We walked, we ran (he ran really) and I set my alarm for 3:45 am as Wednesday, today is another fun day of taking calls, holding their hands and sending help to unravel the Gordian knots into which they manage to tangle otherwise simple lives. We are so lucky and I have to look at the former street dog who knows the value of a quiet home and routines and the ability to sleep uninterrupted to remind myself of that great good fortune. Most problems are first world problems. Only a  few problems are really life threatening and they are the ones that need our undivided attention. Sleep is the reward for paying attention.

Tuesday, February 4, 2020

Morning

These strange days of winter in Key West. The mornings brighten up before seven depending on the cloud cover which has been intense and the air is cold to the touch and when it's windy, which is often, it's cold enough to give you goosebumps if you aren't used to this sort of mild cold weather. 
Rusty and I have been strangers to downtown for a while now and I have to say it took an act of determination to head downtown when I got off my sickbed. Key West is packed with people and of traffic there is enough that getting around is tedious. Our long lines probably aren't that long in a world where true traffic jams occur daily but around here the traffic is intense by local standards this time of year. And in my opinion this year is a heavy one.
At work we get a stream of parking complaints from people trying to cope with vehicles blocking driveways, abandoned and taking up space or badly parked and blocking sight lines on narrow streets.
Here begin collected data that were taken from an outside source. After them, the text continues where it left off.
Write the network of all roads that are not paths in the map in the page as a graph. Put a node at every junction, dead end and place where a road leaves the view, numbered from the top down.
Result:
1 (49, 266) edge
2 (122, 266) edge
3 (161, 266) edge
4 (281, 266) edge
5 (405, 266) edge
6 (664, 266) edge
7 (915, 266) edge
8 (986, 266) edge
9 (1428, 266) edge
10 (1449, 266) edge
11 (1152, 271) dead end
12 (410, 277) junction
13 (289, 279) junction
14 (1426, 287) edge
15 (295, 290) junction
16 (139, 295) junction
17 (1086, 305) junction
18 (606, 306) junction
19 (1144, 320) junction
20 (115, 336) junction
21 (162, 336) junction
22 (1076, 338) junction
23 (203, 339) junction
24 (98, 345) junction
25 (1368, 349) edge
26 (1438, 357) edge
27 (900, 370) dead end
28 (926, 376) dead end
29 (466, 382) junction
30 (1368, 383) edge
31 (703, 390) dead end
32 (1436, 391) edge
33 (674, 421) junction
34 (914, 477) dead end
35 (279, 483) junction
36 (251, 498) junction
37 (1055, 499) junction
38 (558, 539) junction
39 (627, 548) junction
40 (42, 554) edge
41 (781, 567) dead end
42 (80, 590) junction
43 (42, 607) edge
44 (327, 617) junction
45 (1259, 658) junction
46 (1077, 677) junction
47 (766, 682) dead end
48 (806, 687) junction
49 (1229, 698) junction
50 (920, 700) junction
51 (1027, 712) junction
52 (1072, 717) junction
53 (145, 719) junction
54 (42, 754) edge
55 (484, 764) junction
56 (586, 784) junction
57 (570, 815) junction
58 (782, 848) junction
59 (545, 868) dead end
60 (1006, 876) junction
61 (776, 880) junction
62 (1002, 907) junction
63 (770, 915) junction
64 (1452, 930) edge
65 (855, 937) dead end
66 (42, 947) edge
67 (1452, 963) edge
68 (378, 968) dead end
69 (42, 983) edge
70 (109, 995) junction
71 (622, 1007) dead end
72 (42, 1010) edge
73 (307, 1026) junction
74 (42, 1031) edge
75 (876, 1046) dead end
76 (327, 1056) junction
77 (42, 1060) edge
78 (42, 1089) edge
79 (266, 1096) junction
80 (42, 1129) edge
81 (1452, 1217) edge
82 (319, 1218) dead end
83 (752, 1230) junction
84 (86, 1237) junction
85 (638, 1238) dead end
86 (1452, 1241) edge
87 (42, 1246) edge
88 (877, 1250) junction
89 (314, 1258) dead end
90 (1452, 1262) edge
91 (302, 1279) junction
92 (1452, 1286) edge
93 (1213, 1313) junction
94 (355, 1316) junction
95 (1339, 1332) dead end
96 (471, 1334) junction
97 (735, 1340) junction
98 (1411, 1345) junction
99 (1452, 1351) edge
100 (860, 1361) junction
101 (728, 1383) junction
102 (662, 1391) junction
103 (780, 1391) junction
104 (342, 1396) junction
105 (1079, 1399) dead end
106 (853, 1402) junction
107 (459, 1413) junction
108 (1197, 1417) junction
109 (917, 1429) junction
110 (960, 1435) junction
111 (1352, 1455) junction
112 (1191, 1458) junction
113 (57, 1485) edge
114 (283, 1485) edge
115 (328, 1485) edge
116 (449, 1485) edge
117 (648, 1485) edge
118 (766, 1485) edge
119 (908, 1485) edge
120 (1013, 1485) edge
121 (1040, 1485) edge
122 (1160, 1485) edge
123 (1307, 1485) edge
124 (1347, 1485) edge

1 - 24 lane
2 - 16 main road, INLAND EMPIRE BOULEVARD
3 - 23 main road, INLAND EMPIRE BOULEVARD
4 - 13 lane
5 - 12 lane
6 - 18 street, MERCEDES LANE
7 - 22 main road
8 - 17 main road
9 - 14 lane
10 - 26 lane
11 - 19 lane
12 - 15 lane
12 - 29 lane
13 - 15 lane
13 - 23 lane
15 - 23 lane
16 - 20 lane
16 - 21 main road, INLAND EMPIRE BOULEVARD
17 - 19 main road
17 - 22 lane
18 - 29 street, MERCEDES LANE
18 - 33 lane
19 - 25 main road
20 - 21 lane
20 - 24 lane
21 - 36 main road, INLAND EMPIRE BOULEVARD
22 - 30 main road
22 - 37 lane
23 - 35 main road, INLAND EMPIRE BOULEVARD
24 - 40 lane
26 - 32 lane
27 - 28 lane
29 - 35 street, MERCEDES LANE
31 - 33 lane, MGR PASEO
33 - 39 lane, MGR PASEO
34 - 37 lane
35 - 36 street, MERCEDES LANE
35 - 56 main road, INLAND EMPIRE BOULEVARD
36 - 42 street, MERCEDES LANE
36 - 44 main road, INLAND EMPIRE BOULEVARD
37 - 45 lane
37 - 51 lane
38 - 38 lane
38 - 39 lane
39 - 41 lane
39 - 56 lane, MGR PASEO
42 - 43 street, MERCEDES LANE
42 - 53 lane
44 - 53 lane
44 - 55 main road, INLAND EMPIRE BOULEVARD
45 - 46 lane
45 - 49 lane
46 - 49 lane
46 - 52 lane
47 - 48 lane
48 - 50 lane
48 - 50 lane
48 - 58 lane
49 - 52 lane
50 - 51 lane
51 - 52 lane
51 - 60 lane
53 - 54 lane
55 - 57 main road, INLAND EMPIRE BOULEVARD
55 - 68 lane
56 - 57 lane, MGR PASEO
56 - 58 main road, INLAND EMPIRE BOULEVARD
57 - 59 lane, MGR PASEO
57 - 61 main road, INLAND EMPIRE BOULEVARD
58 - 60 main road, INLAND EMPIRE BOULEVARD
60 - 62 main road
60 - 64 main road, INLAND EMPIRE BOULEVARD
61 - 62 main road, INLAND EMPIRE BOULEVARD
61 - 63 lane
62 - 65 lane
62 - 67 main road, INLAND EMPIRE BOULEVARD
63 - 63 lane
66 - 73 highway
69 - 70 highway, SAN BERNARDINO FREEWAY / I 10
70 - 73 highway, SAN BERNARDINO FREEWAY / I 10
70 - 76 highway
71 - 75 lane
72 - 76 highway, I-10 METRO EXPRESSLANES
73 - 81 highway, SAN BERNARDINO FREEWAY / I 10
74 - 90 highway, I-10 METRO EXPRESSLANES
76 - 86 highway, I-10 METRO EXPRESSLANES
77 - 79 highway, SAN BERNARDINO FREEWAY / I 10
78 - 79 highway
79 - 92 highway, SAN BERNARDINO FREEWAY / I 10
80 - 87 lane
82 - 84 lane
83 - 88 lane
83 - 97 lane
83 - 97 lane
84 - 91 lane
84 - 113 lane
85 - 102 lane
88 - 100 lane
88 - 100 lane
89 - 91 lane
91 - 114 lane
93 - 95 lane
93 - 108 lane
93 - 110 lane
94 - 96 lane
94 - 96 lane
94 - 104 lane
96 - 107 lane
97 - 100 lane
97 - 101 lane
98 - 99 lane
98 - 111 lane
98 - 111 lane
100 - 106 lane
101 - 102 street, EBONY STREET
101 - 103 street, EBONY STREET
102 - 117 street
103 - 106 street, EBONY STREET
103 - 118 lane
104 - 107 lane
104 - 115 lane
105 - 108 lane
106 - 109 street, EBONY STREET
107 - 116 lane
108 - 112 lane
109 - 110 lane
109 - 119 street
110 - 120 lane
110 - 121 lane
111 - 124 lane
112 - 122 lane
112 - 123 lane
If you don't know how to parallel park you'd better get a bicycle because i have met people who break into a cold sweat when faced with a  narrow spot and they prefer to drive around looking for something better. I have even parked friends' cars for them. 
I have seen some pretty terrible road rage too as the city empties in the evening and the workers go back to the housing they can afford on neighboring islands. Now that I am working day shift I leave the police station at 6 in time to join the late departures  from the city which started emptying at four in the afternoon. Mix in local commuters with people from out of town going home and losing their minds in slow lines of cars and some people drive very peculiarly. 
I have stopped riding two wheelers as I don't want another catastrophe and the fun has gone out of riding when surrounded by angry drivers intent on dicing and slicing all in their way. 
So I find it  a great pleasure when I can slip into town, ignore my workplace and find a spot to leave my car before everyone is awake. I greatly enjoy walking the woods with Rusty to get away from the world but Key West is a great place to wander before the crowds burst out of their hangovers.
I was on the waterfront as the sun came up and illuminated the clouds with that fresh pink light and by the time Rusty and I had wandered back and forth across numerous intersections we arrived back at the car when the sun was well up.
As Rusty laid into a bowl of water I looked around and saw all these abstract forms surrounding the parking lot. I had a drive to get home but I was going to be against the traffic flow, Rusty would be on the back seat and I had no plans to return to Key West all day. That I can handle.
My car was recalled last month to fix the airbag problem that has affected vehicles all over the world. I think about that as I watch the weird antics of the drivers around me on Highway One. Patience.